Pickings have been slim lately, but here’s a great paper and a puzzle for you chemists out there. Most chemists (and biologists) know what a lipid bilayer is. It’s basically a soap bubble, with water loving (hydrophilic) groups on the outside of both sides of the bilayer, and hydrocarbon chains within. If the hydrocarbon chains are all stretched out the distance between carbons 1 and 3 is 2.66 Angstroms, and you have an 18 carbon fatty acid (stearic acid) it should be 8 * 2.66 + 1.33 Angstroms long (22.6 Angstroms). Double this for the bilayer and you have a thickness of 45 Angstroms. It’s probably less because carbon chains aren’t extended, partially because of entropy and largely because of cholesterol which breaks up any chance of such order (which maybe an important function for it). Sitting on either side of the lipid bilayer are phosphates esterified to one of the 3 hydroxyls of glycerol, with fatty acids of at least 16 – 18 carbons esterified to the other two. Hanging off the phosphates are a variety of things, but mostly serine and choline, forming phosphatidyl serine (PS) and phosphatidyl choline (PC). Here’s a picture — https://en.wikipedia.org/wiki/Lipid_bilayer.
Scramblases are enzymes which move phospholipids from one side of the lipid bilayer essentially randomizing their composition. They undo the action of other enzymes (called flippases believe it or not) which make the lipid composition of the two leaflets of the lipid bilayer rather different. This isn’t trivial, and is behind an elegant mechanism to show scavenger cells that a cell is dead. FLippases work to put phosphatidyl serine (PS) on the side of the lipid bilayer (the leaflet) facing the cytoplasm. This, of course takes energy, and when a cell lacks energy, entropy takes its course and PS appears on the outer leaflet, telling scavenger cells (phagocytes) to eat (phagocytose) the cell.
So how does an enzyme drag phosphatidyl choline (PC) https://en.wikipedia.org/wiki/Phosphatidylcholine or phosphatidyl serine (PC) across the lipid bilayer — scrambling the compositional asymmetry. Can you figure out a mechanism for a membrane protein to do this without looking at Proc. Natl. Acad. Sci. vol. 113 pp. 140149 – 14054 ’16? Chemists think they’re smart, and if you can design a protein to do this you’re smarter than I am because I’ve always wondered (ineffectually) how this was done for a long time.
The authors describe the structure of a fungal scramblase. It functions as a dimer with each subunit containing a hydrophilic groove containing polar and charged amino acid side chains facing the dimer interface. The protein itself does something unusual — it twists the sheet of the membrane, and decreases the thickness of the membrane from 29 to 18 Angstroms (remember the maximum possible thickness of the lipid bilayer was 45 Angstroms, but isn’t that thick for the reasons given above).

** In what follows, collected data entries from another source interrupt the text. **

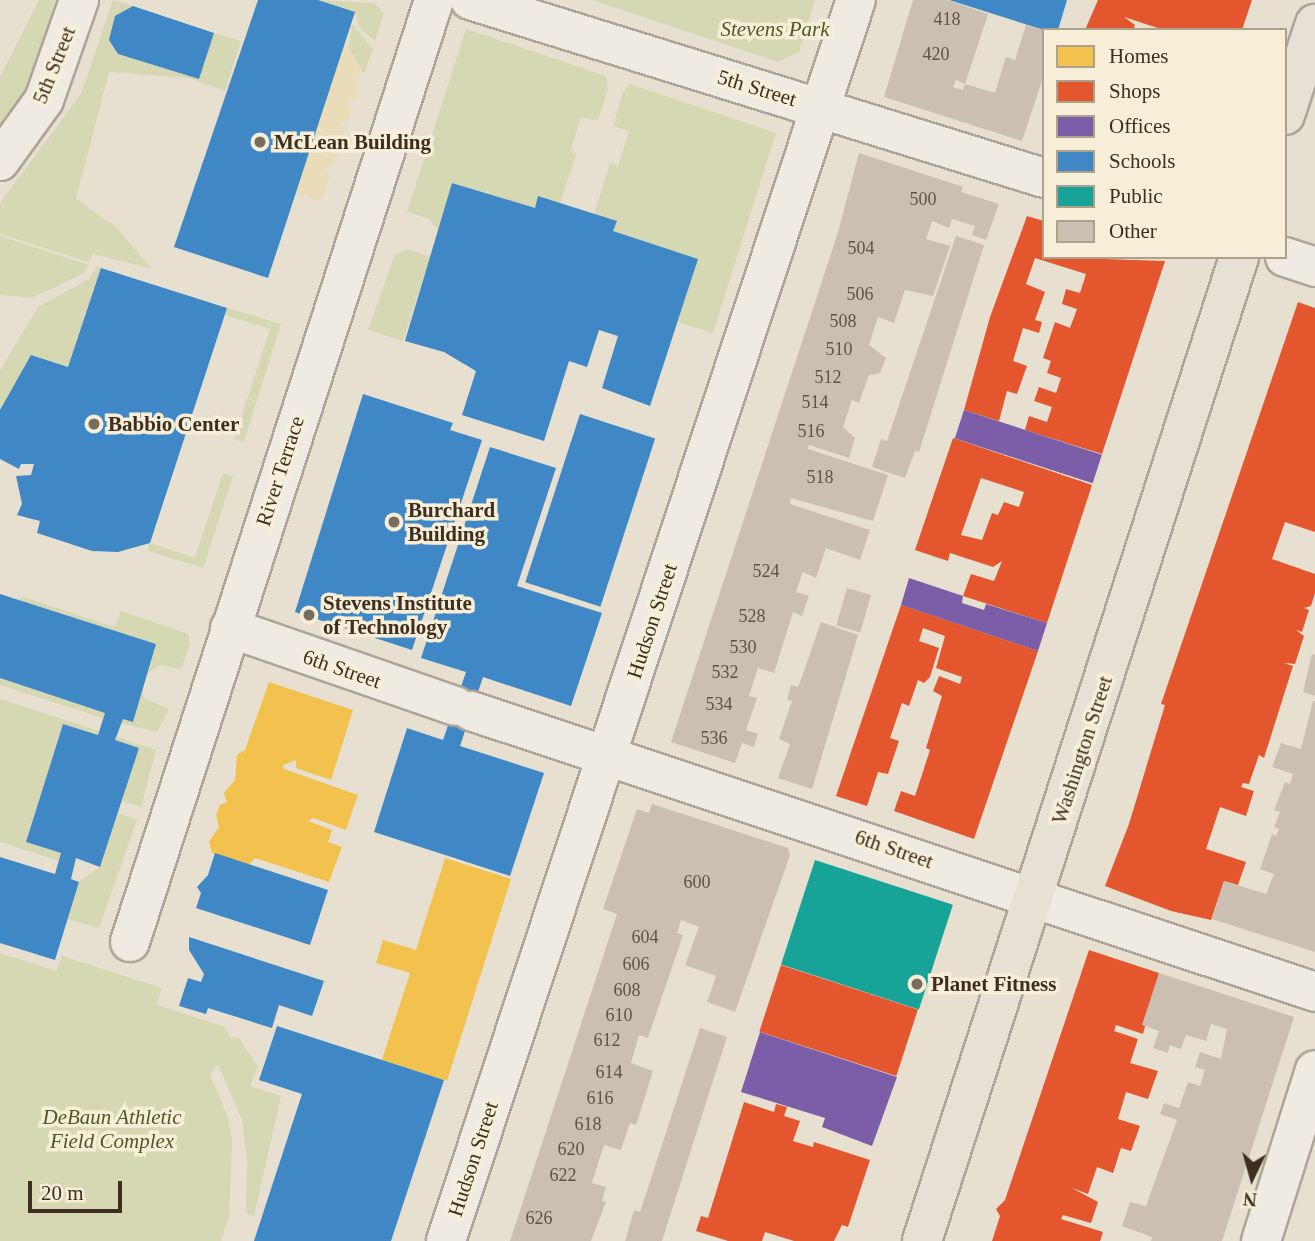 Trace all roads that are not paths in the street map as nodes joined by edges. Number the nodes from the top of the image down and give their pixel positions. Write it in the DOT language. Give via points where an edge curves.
graph roads {
  1 [pos="79,0"];
  2 [pos="434,0"];
  3 [pos="470,0"];
  4 [pos="856,0"];
  5 [pos="1315,24"];
  6 [pos="820,107"];
  7 [pos="1287,109"];
  8 [pos="0,161"];
  9 [pos="1042,177"];
  10 [pos="1287,258"];
  11 [pos="1238,259"];
  12 [pos="1315,267"];
  13 [pos="230,628"];
  14 [pos="607,757"];
  15 [pos="1035,897"];
  16 [pos="130,942"];
  17 [pos="1315,992"];
  18 [pos="1315,1070"];
  19 [pos="446,1241"];
  20 [pos="922,1241"];
  21 [pos="1261,1241"];
  1 -- 8 [label="street, 5th Street" via="44,100"];
  2 -- 13 [label="street, River Terrace"];
  3 -- 6 [label="street, 5th Street"];
  4 -- 6 [label="street, Hudson Street"];
  5 -- 7 [label="main road"];
  6 -- 9 [label="street, 5th Street"];
  6 -- 14 [label="street, Hudson Street"];
  10 -- 12 [label="street"];
  11 -- 15 [label="main road, Washington Street"];
  13 -- 14 [label="street, 6th Street"];
  13 -- 16 [label="street, River Terrace"];
  14 -- 15 [label="street, 6th Street"];
  14 -- 19 [label="street, Hudson Street"];
  15 -- 17 [label="street, 6th Street"];
  15 -- 20 [label="main road, Washington Street"];
  18 -- 21 [label="street"];
}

Phosphatidyl choline is a zwitterion (e.g. it contains both negative and positive charges although overall electrically neutral). The charges are separated in space forming a dipole. On the cytoplasmic side of the bilayer the scramblase has some amino acid side chains also forming a dipole, and right near the channel formed by the two hydrophilic grooves of the dimer. So it attracts the head group of PC (phosphate plus choline) as one dipole does to another which is then further attracted to the hydrophilic groove entering it — its hydrocarbon tail remains in the lipid part of the membrane. Then another PC joins the fun, pushing PC #1 farther into the groove, so that a chain of PCs fills the groove, wagging their lipid tails behind them (a la Little Bo Peep).
Clever no?
All is not perfect as the model doesn’t explain how phosphatidyl serine (which isn’t a zwitterion) moves across, but it’s an incredible start.